Emergency funds have never been in more demand than now.
COVID-19 has proven the importance of having dedicated savings to sustain you through periods of economic instability.
Long before the pandemic, emergency funds were an essential means for immigrants and their families to manage unexpected medical bills, auto accidents, and more. They remain especially useful to new expats and long-time residents of the United States.
No matter where you are in life, an emergency fund allows you and your family to face the future with confidence. Ready to get started?
Here are 3 ways for immigrants to build an emergency fund:
1. Establish Strong Savings Habits
To establish a reliable emergency fund, you need to be smart about how you spend money and you need to actively save it. Start by setting a realistic savings goal.

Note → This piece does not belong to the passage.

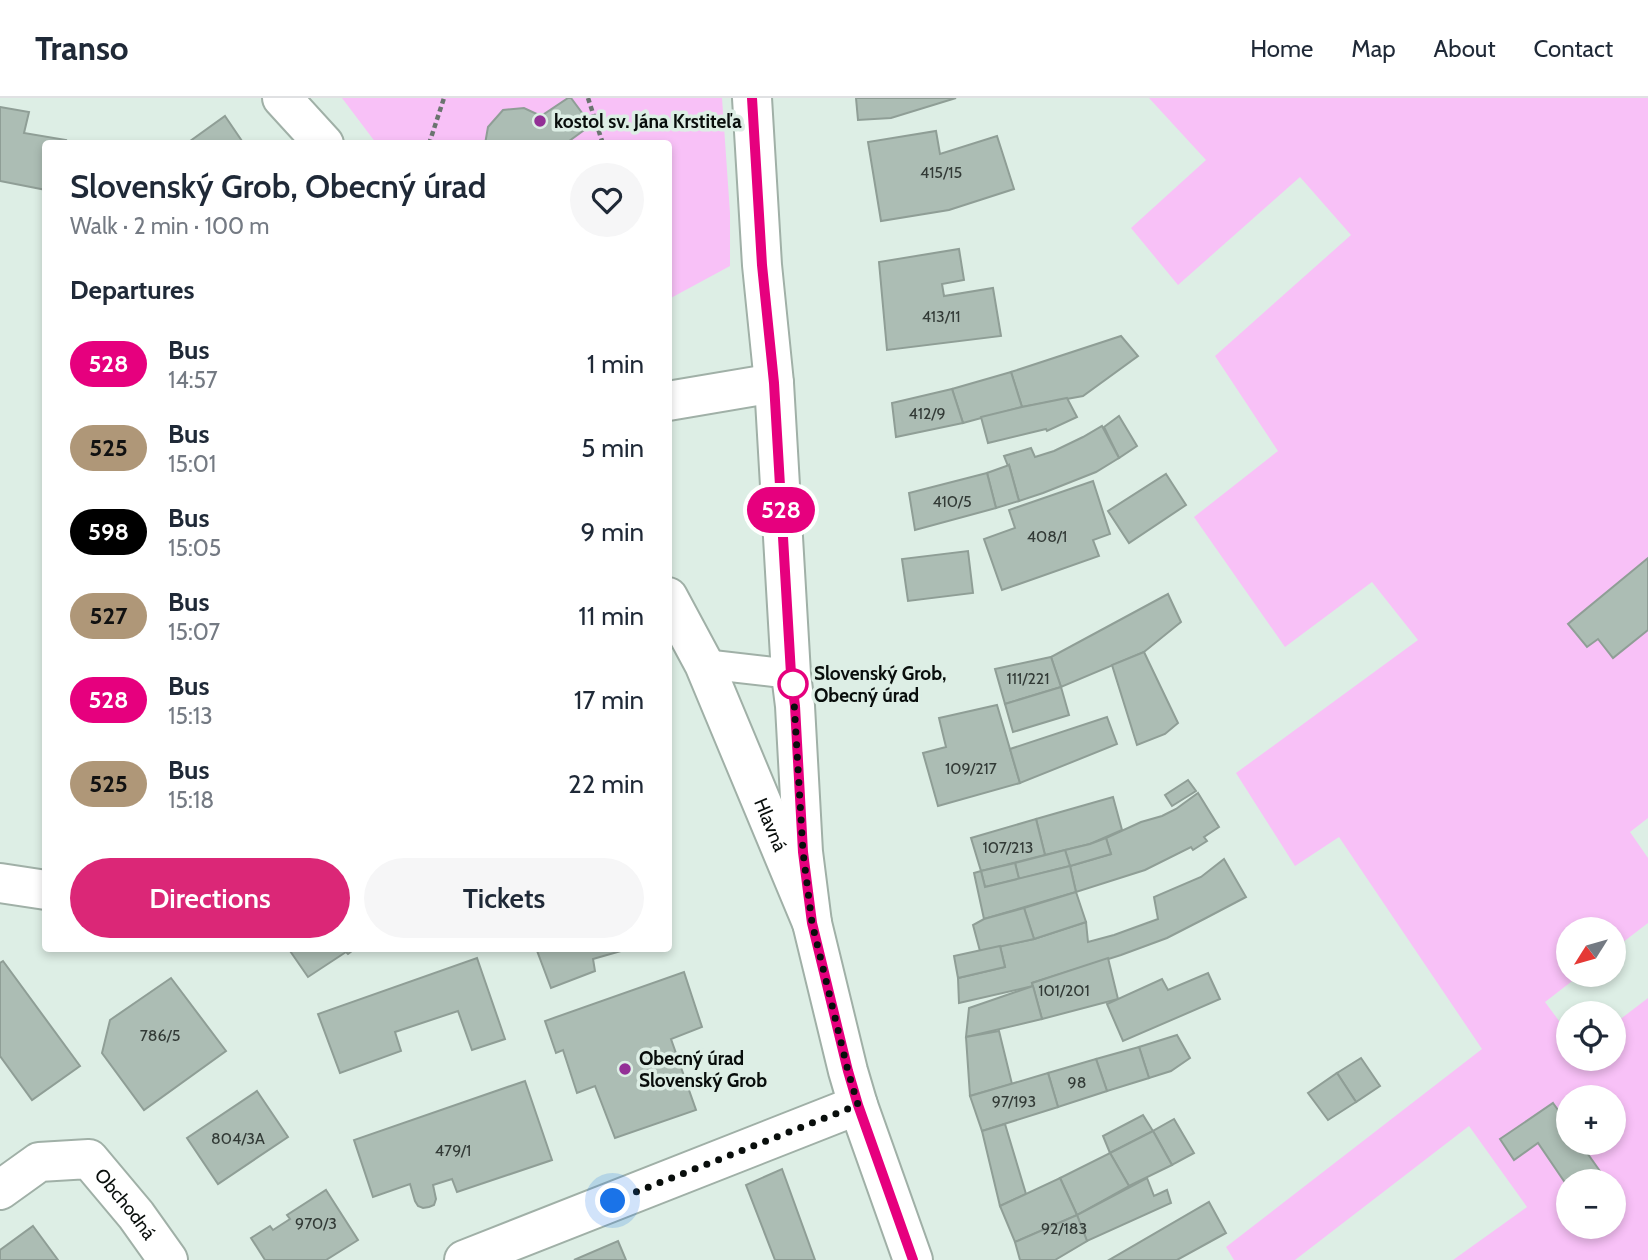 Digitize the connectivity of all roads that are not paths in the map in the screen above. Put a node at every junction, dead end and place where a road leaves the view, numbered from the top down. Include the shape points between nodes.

- Establish Your Goal: How much should you have saved in your emergency fund? Conventional wisdom suggests the average consumer should set aside two to three months of basic living expenses. In the wake of COVID-19, however, we expect this number to increase. For now, the best thing you can do is set a savings goal and determine how many months you want to put money away for. Check out this free emergency fund calculator to get an idea of what you will need.
- Set Your Budget: Begin by listing your monthly income, all recurring expenses, and any miscellaneous purchases. Whatever money is left over should be put toward your savings goal. As you’re examining your monthly expenses, take a look to see what items can be reduced or potentially eliminated.
- Open a New Savings Account: We’re all human, and emergency funds need to be protected from temptation. That’s why, it’s smart to open an entirely new account separate from your day-to-day savings account. This way, you won’t dip into your emergency fund so easily.
A quick note about debt…
If you currently have debt, it may seem too hard to save several months of expenses. We totally understand! In the meantime, take the pressure off by setting a smaller, short-term savings goal instead. Simply do what you can with the resources you have available.
You can also take advantage of exciting new fintech apps that help you get out of debt. “Spare change” apps (like Qoins) round up the cost of each purchase and debit the extra money to your checking account.
It’s a great way to steadily pay down debt with every purchase, big or small.
2. Capitalize on Big Paydays
If you are a contractor or have irregular income, it’s vitally important to save a large portion of the money you earn.
And as for one-time earning opportunities? Annual bonuses and even cash gifts for holidays or birthdays should be viewed as a golden opportunity to grow your emergency fund.
In addition, financial gifts and tax refunds also constitute one of the biggest payouts of the year for many Americans. While it’s easy to view these refunds as disposable income, be sure to save as much of it as you can while you have the chance.
3. Make Your Savings Automatic
How difficult is it to save money? According to a recent Bankrate survey, less than 40% of Americans have enough savings to cover a $1,000 emergency. Even more surprising, the Federal Reserve found that 44% of Americans could not cover a $400 emergency expense out of pocket.
So why is saving money so difficult?
Much of the struggle comes down to habit and the physical discipline of moving money from one account to the next. Saving money doesn’t happen on its own, and that’s why it’s important to make your savings plan automatic.
If your employer offers a tax-advantaged retirement plan, be sure to enroll in it. This is the fastest way to save and protect your money for future use.
If your employer doesn’t offer these options, don’t worry: you can open your own individual retirement account (IRA) or SEP IRA (if you’re self-employed). Simply contact your bank to set up automatic deposits from your checking to your savings account.
This will ensure that every time you receive income, a predetermined percentage will go straight to your emergency fund. And you’ll never have to worry about it, because these savings contributions will be made automatically.
A word to the wise: if you initiate automatic transactions, keep an eye on your balance to ensure you don’t incur any overdraft fees. You can easily set up automatic notifications to be reminded of any low balances.